Define c(v) = capacity of vertex v to be: min[c_in(v), c_out(v)], where
c_in(v) is sum of capacities of in-edges and c_out is sum of
capacities of out-edges.
The Algorithm:
- In O(m) time, create BFS layout from s, and intersect with backwards
BFS from t. Compute capacities of all nodes.
- Find vertex v of minimum capacity c. If it's zero, that's great: we
can remove v and incident edges, updating capacities of neighboring nodes.
- if c is not zero, then we greedily pull c units of flow from s to v,
and then push it along to t. This seems like just another version of
the original problem. But, there are two points here:
(1) because v had *minimum* capacity, we can do the pulling and
pushing in any greedy way and we won't get stuck. E.g., we can do
BFS forward from v and backward from v, pushing the flow
level-by-level, so we never examine any edge twice. [do example]
This right away gives us an O(mn) algorithm for saturating the level
graph (O(m) per node, n nodes), for an overall running time of
O(mn^2). So, we're half-way there.
(2) To get O(n^2), the way we will do the BFS is to examine the
in-edges (or out-edges) one at a time, fully saturating the edge
before going on to the next one. This means we can allocate our
time into two parts: (a) time spent pushing through edges that get
saturated, and (b) time spent on edges that we didn't quite saturate
[at most one of these per node]. We only take time O(n) on type-b
operations. Type-a operations result in deleting the edge, so the
edge won't be used again in the current iteration. So over *all*
vertices, the *total* time of these is just O(m).
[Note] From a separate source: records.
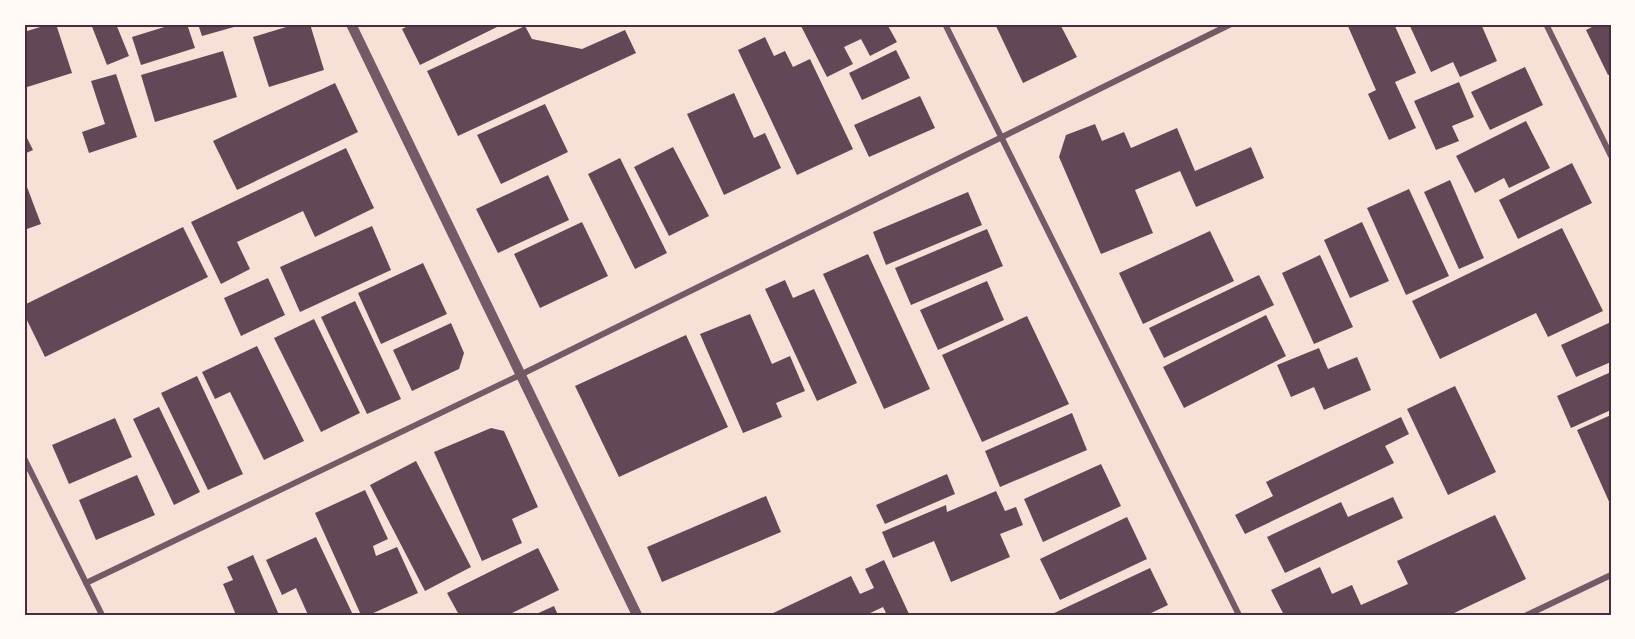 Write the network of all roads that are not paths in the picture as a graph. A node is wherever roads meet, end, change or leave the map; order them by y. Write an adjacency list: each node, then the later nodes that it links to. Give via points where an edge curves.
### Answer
1 (351, 24): 7 (street)
2 (945, 24): 5 (street)
3 (1231, 24): 5 (street)
4 (1546, 24): 6 (street)
5 (1001, 136): 7 (street); 13 (street)
6 (1611, 156)
7 (520, 375): 10 (street); 12 (street)
8 (24, 458): 10 (street)
9 (1611, 575): 14 (street)
10 (86, 583): 11 (street)
11 (102, 615)
12 (637, 615)
13 (1239, 615)
14 (1527, 615) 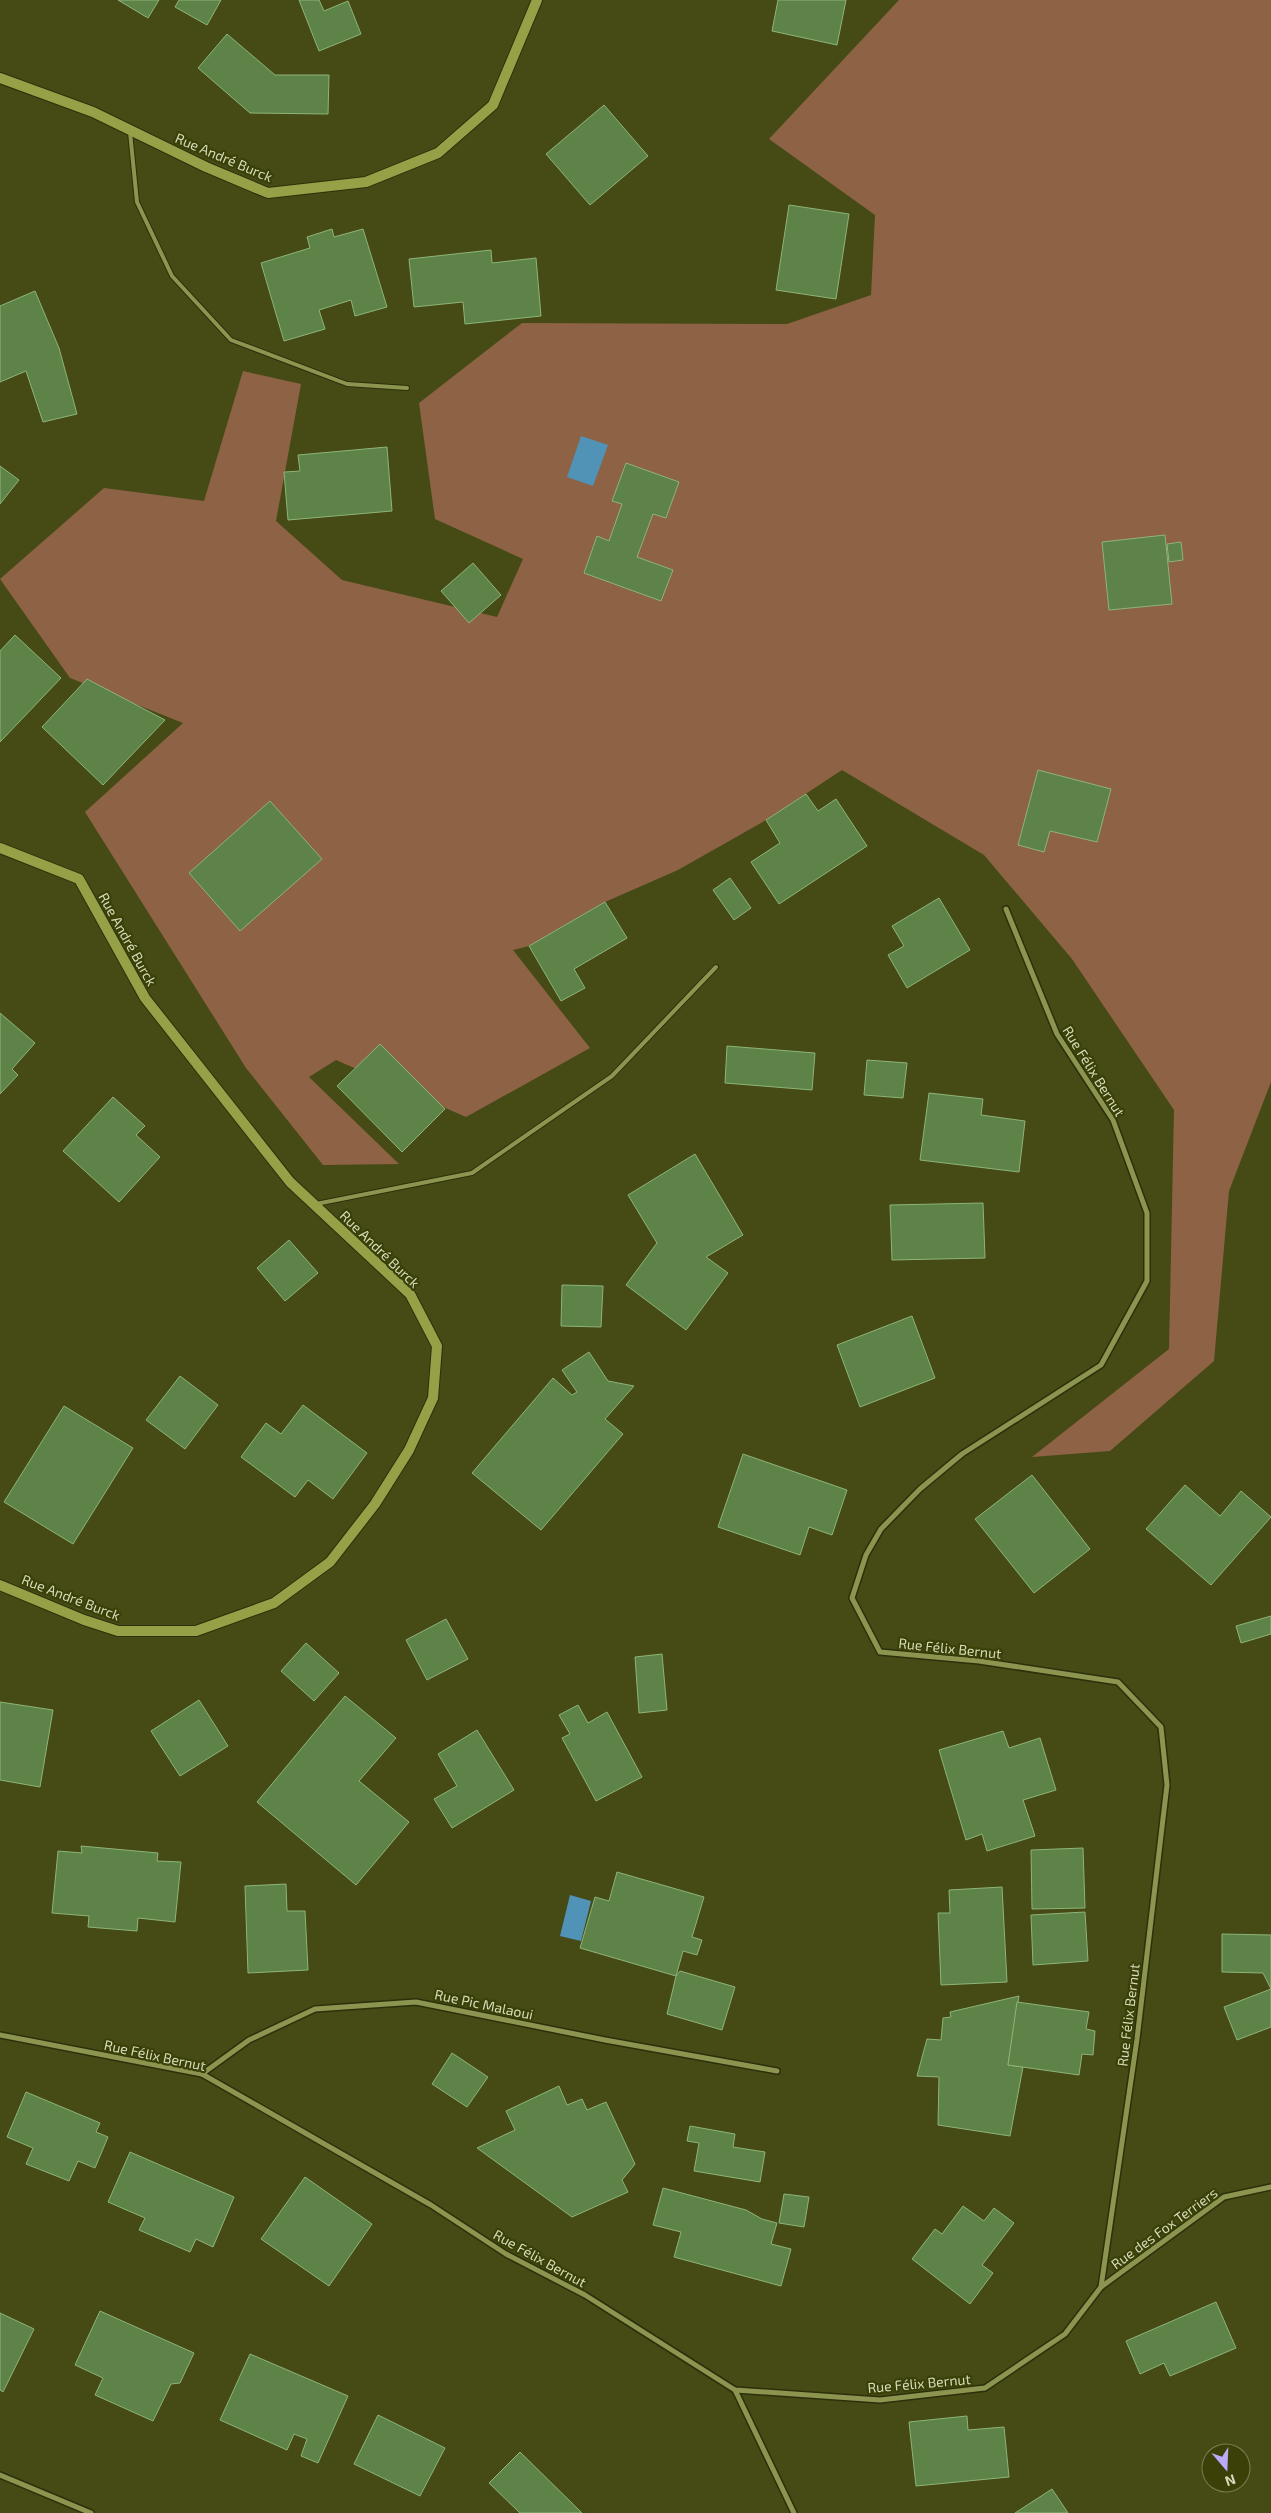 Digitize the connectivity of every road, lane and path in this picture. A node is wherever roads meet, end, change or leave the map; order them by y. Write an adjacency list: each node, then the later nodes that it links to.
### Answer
1 (537, 0): 3 (street, Rue André Burck)
2 (0, 78): 3 (street, Rue André Burck)
3 (130, 130): 4 (lane)
4 (407, 388)
5 (0, 848): 8 (street, Rue André Burck)
6 (1006, 909): 14 (street, Rue Félix Bernut)
7 (716, 967): 8 (lane)
8 (314, 1205): 9 (street, Rue André Burck)
9 (0, 1585)
10 (0, 2035): 12 (street, Rue Félix Bernut)
11 (777, 2071): 12 (street, Rue Pic Malaoui)
12 (202, 2074): 15 (street, Rue Félix Bernut)
13 (1271, 2187): 14 (street, Rue des Fox Terriers)
14 (1102, 2286): 15 (street, Rue Félix Bernut)
15 (736, 2390): 18 (street)
16 (0, 2475): 17 (street)
17 (91, 2513)
18 (794, 2513)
So, our running time per iteration is O(n^2 + m) = O(m). [O(n^2) for
the type-b and O(m) for the type-a] Once we've saturated the
level graph, we recompute it (in O(m) time, but this can be put into
the O(n^2)) and re-solve. Total time is O(n^3).
MIN-COST MATCHINGS, MIN-COST MAX FLOWS
--------------------------------------
We talked about the problem of assigning students to dorm rooms where
each student had a list of acceptable versus unacceptable rooms. A
natural generalization is to ask: what about preferences? E.g,
maybe Dan prefers room A so it costs $0 to match him there, his second
choice is room B so it costs us $1 to match him here, and he hates
room C so it costs $infinity to match him there. And, so on with Sue
and Pat. Then we could ask for the MINIMUM-COST PERFECT MATCHING.
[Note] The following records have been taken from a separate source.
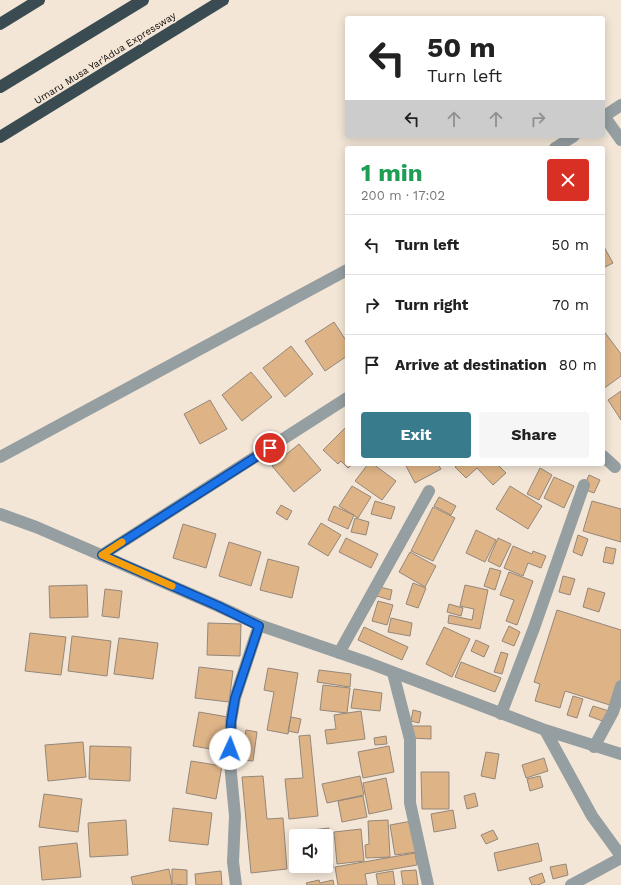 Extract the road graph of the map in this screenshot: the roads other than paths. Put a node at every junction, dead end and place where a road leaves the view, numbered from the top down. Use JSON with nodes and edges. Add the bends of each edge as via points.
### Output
{"nodes":[{"id":1,"x":39,"y":0,"type":"edge"},
{"id":2,"x":143,"y":0,"type":"edge"},
{"id":3,"x":223,"y":0,"type":"edge"},
{"id":4,"x":0,"y":24,"type":"edge"},
{"id":5,"x":0,"y":87,"type":"edge"},
{"id":6,"x":621,"y":105,"type":"edge"},
{"id":7,"x":605,"y":115,"type":"edge"},
{"id":8,"x":605,"y":117,"type":"edge"},
{"id":9,"x":0,"y":137,"type":"edge"},
{"id":10,"x":571,"y":138,"type":"edge"},
{"id":11,"x":621,"y":140,"type":"edge"},
{"id":12,"x":558,"y":146,"type":"edge"},
{"id":13,"x":345,"y":271,"type":"edge"},
{"id":14,"x":345,"y":399,"type":"edge"},
{"id":15,"x":0,"y":457,"type":"edge"},
{"id":16,"x":605,"y":458,"type":"edge"},
{"id":17,"x":616,"y":467,"type":"dead end"},
{"id":18,"x":584,"y":485,"type":"dead end"},
{"id":19,"x":429,"y":491,"type":"dead end"},
{"id":20,"x":0,"y":514,"type":"edge"},
{"id":21,"x":102,"y":555,"type":"junction"},
{"id":22,"x":259,"y":626,"type":"junction"},
{"id":23,"x":339,"y":653,"type":"junction"},
{"id":24,"x":394,"y":673,"type":"junction"},
{"id":25,"x":621,"y":686,"type":"edge"},
{"id":26,"x":501,"y":714,"type":"junction"},
{"id":27,"x":545,"y":730,"type":"junction"},
{"id":28,"x":594,"y":747,"type":"junction"},
{"id":29,"x":621,"y":754,"type":"edge"},
{"id":30,"x":621,"y":857,"type":"edge"},
{"id":31,"x":577,"y":884,"type":"edge"},
{"id":32,"x":236,"y":885,"type":"edge"},
{"id":33,"x":428,"y":885,"type":"edge"}],
"edges":[{"from":1,"to":4,"type":"highway"},
{"from":2,"to":5,"type":"highway"},
{"from":3,"to":9,"type":"highway","name":"Umaru Musa Yar'Adua Expressway"},
{"from":6,"to":7,"type":"street"},
{"from":8,"to":11,"type":"street"},
{"from":10,"to":12,"type":"street"},
{"from":13,"to":15,"type":"street"},
{"from":14,"to":21,"type":"street"},
{"from":16,"to":17,"type":"street"},
{"from":18,"to":26,"type":"street"},
{"from":19,"to":23,"type":"street"},
{"from":20,"to":21,"type":"street"},
{"from":21,"to":22,"type":"street"},
{"from":22,"to":23,"type":"street"},
{"from":22,"to":32,"type":"street","via":[[235,698],[231,722],[230,763],[235,816],[233,862]]},
{"from":23,"to":24,"type":"street"},
{"from":24,"to":26,"type":"street"},
{"from":24,"to":33,"type":"street","via":[[410,739],[410,803]]},
{"from":25,"to":28,"type":"street","via":[[613,712]]},
{"from":26,"to":27,"type":"street"},
{"from":27,"to":28,"type":"street"},
{"from":27,"to":30,"type":"street","via":[[592,816]]},
{"from":28,"to":29,"type":"street"},
{"from":30,"to":31,"type":"street"}]} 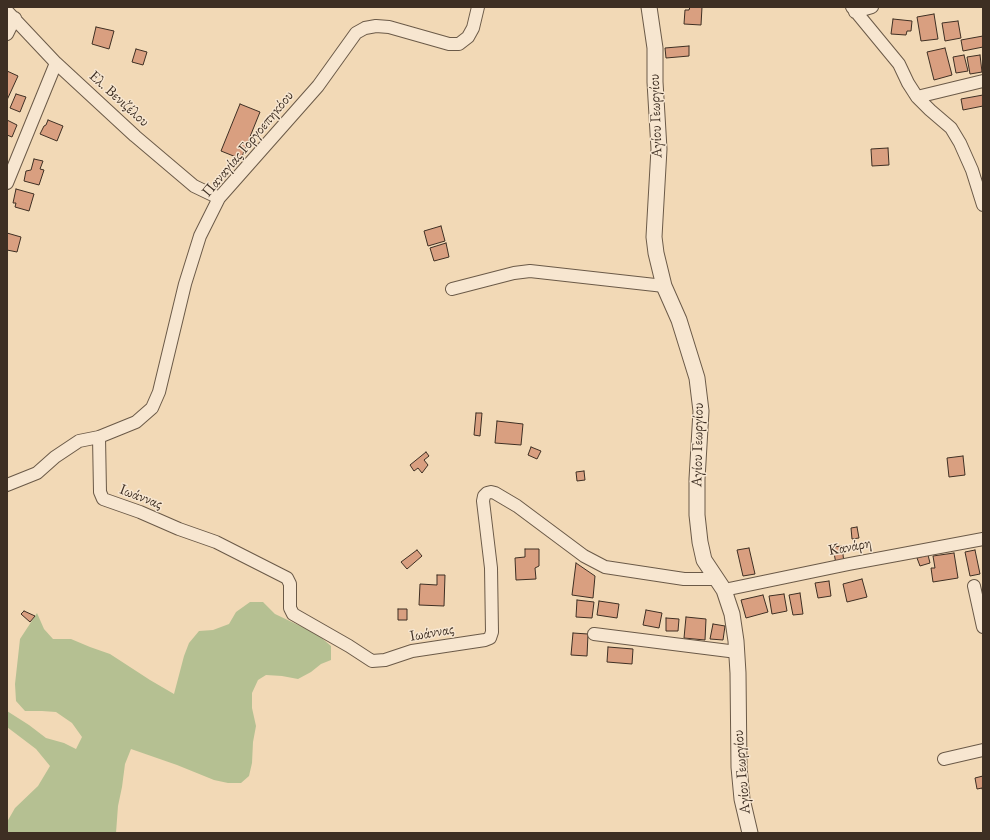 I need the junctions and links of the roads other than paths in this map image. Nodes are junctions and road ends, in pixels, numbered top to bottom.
1 (478, 7) edge
2 (649, 7) edge
3 (872, 7) edge
4 (854, 9) edge
5 (11, 14) edge
6 (7, 34) edge
7 (56, 63) junction
8 (983, 81) edge
9 (917, 96) junction
10 (978, 168) edge
11 (7, 183) edge
12 (219, 198) junction
13 (983, 204) edge
14 (664, 286) junction
15 (452, 289) dead end
16 (99, 437) junction
17 (7, 485) edge
18 (983, 539) edge
19 (720, 585) junction
20 (974, 586) dead end
21 (983, 627) edge
22 (594, 634) dead end
23 (737, 652) junction
24 (983, 750) edge
25 (944, 759) dead end
26 (750, 833) edge

1 - 12 street, Παναγίας Γοργοεπηκόου
2 - 14 street, Αγίου Γεωργίου
3 - 4 street
4 - 9 street
5 - 6 street
5 - 7 street, Ελ. Βενιζέλου
7 - 11 street
7 - 12 street, Ελ. Βενιζέλου
8 - 9 street
9 - 10 street
10 - 13 street
12 - 16 street, Παναγίας Γοργοεπηκόου
14 - 15 street
14 - 19 street, Αγίου Γεωργίου
16 - 17 street, Παναγίας Γοργοεπηκόου
16 - 19 street, Ιωάννας
18 - 19 street, Κανάρη
19 - 23 street, Αγίου Γεωργίου
20 - 21 street
22 - 23 street
23 - 26 street, Αγίου Γεωργίου
24 - 25 street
This is a perfect matching that out of all perfect matchings has the
least total cost.
Generalization to flows is called the MIN-COST MAX FLOW problem.
Here, each edge has a cost w(e) as well as a capacity c(e). Cost of a
flow is the sum over all edges of the flow on that edge times the cost
of the edge. I.e.,
cost of flow f = SUM_e w(e)*f(e).
Goal is to find, out of all possible maximum flows, the one with the
least total cost. Can have negative costs (or benefits) on edges too.
- These are more general than plain max flow so can model more things.
There are a couple ways to solve this. One way is to add an edge
from t to s of infinite capacity and large negative cost, and to
convert this into the "MIN-COST CIRCULATION" problem. Basically, by
doing this, we now can just have the goal of finding a circulation (a
flow that obeys flow-in = flow-out at EVERY node (no s and t anymore))
that has smallest cost (this will be a negative number). This will
be the min-cost max-flow in the original graph.
Algorithm: find a negative cost cycle and saturate it.
Can use Bellman-Ford to find negative cost cycles.
Running time will be like Ford-Fulkerson. To speed up, ideally would
like the "most-negative-cost cycle" but that's NP-hard.
Instead there are various tricks you can use to still do well. E.g.,
in the Goldberg-Tarjan algorithm, you instead find the cycle that
minimizes (cost of cycle)/(# edges in cycle), which is something you
*can* solve. [add some value k to all edges and check if there's
still a negative-cost cycle using BF. Do binary search to find the
value of k s.t. the min-cost cycle has value 0. That's the one that
minimizes (cost of cycle)/(# edges in cycle) in the original graph.]
Then you prove this has a bound roughly like Edmonds-Karp #1.